The example assumes that you invest $10,000 in the Fund for the time periods indicated and then redeem all of your shares at the end of those periods.  The example also assumes that your investment has a 5% return each year and that the Fund’s operating expenses remain the same.  Although your actual costs may be higher or lower, based on these assumptions your costs would be:

 
One Year
Three Years
Five Years
Ten Years
A Shares
$828
$2,034
$3,292
$6,242
C Shares
$338
$1,753
$3,190
$6,473
Institutional Shares
$137
$1,478
$2,777
$5,850

You would pay the following expenses if you did not redeem your shares:

 
One Year
Three Years
Five Years
Ten Years
A Shares
$728
$2,034
$3,292
$6,242
C Shares
$238
$1,753
$3,190
$6,473
Institutional Shares
$137
$1,478
$2,777
$5,850

Portfolio Turnover
The Fund pays transaction costs, such as commissions, when it buys and sells securities (or “turns over” its portfolio).  A higher portfolio turnover may indicate higher transaction costs and may result in higher taxes when Fund shares are held in a taxable account.  These costs, which are not reflected in annual fund operating expenses or in the example, affect the Fund’s performance.  During the most recent fiscal year, the Fund’s portfolio turnover rate was 7% of the average value of its portfolio.

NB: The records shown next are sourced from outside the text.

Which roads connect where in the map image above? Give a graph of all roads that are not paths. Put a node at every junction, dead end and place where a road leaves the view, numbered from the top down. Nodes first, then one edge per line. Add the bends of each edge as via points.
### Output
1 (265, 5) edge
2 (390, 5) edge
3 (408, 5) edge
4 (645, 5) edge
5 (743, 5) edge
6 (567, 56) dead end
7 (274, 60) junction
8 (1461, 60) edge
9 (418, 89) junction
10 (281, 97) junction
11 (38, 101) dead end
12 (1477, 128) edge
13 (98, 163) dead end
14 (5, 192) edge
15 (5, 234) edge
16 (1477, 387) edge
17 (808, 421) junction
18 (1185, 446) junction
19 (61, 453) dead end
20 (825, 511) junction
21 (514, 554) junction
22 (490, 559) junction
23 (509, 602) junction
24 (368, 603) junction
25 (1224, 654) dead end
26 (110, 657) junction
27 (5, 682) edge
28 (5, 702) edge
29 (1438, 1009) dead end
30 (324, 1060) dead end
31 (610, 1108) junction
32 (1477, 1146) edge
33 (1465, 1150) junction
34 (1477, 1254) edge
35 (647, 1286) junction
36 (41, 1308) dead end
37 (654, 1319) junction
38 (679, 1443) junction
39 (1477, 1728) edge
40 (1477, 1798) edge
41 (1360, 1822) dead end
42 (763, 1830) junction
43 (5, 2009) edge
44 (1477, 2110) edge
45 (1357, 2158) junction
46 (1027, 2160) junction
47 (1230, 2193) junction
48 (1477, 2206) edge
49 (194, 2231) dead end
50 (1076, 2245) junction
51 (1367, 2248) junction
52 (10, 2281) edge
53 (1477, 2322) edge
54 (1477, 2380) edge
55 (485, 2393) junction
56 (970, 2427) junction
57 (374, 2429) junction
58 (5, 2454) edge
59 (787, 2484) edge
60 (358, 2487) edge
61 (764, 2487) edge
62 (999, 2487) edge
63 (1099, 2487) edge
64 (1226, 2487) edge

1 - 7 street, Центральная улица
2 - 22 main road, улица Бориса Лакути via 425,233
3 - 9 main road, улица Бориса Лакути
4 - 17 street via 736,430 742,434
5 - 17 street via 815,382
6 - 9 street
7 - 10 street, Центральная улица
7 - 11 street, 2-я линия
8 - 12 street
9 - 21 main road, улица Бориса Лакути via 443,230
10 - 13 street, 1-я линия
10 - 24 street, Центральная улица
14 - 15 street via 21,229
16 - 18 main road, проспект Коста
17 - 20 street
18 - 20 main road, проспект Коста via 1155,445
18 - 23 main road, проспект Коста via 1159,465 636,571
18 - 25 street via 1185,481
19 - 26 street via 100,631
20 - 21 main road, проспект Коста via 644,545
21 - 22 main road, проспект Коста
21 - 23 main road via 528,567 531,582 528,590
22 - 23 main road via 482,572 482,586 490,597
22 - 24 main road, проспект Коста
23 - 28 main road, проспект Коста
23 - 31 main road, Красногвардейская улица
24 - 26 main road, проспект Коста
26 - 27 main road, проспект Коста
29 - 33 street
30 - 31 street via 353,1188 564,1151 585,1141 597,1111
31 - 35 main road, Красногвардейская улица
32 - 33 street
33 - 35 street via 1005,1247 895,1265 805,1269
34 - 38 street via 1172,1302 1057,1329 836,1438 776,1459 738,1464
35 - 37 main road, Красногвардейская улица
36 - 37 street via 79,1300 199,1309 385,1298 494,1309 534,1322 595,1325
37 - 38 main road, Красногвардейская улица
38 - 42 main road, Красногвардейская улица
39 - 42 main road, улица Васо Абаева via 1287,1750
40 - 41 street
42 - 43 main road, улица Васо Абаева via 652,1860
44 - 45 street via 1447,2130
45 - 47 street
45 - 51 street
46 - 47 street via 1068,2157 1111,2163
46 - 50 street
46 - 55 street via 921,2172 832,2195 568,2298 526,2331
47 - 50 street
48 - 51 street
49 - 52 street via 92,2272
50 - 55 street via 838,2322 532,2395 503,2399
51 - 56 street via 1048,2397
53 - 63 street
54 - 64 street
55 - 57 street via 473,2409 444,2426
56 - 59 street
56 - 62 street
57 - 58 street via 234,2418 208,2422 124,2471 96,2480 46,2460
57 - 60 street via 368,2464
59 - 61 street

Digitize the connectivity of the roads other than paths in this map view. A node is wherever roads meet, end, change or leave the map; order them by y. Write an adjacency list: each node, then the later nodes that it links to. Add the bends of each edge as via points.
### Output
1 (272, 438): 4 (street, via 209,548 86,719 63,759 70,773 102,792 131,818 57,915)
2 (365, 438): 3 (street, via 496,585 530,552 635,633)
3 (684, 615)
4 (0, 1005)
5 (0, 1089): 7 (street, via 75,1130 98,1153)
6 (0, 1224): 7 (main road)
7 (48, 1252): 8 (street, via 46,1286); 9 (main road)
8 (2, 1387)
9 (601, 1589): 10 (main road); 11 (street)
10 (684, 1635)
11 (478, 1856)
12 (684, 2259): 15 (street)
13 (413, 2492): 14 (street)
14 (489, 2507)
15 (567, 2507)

Principal Investment Strategies
Under normal circumstances, the Fund seeks to achieve its investment objective by investing at least 80% of its net assets (including amounts borrowed for investment purposes)   in the securities of global infrastructure, timber, and agribusiness related companies.  The Fund defines these companies as described below. Approximately 50% of the Fund’s net assets will be invested in publicly traded securities of companies the primary operations of which are in foreign markets. The Fund considers an issuer’s “primary operations” to be in a foreign market if the issuer (i) is organized under the laws of that country, (ii) derives at least 50% of its revenues or profits from goods produced or sold, investments made, or services performed in that country, or (iii) has at least 50% of its assets located within that country.  The F und will invest in at least three countries outside the United States . The Fund may invest in companies of any market capitalization but anticipates that the majority of the Fund’s investments will be in large and mid-cap securities. Potential investments include all types of equities, and American depositary receipts (“ADRs”) and global depositary receipts (“GDRs”) of global infrastructure, timber, and agribusiness companies, trading on U.S. and global exchanges and market places.  In addition, the Fund may invest in domestic master limited partnership (“MLPs”) and real estate investment trusts (“REITs”).  MLPs are publicly traded companies organized as limited partnerships or limited liability companies and treated as partnerships for federal income tax purposes.  REITs are companies that own interests in real estate or in real estate related loans or other interests and that qualify for favorable federal income tax treatment.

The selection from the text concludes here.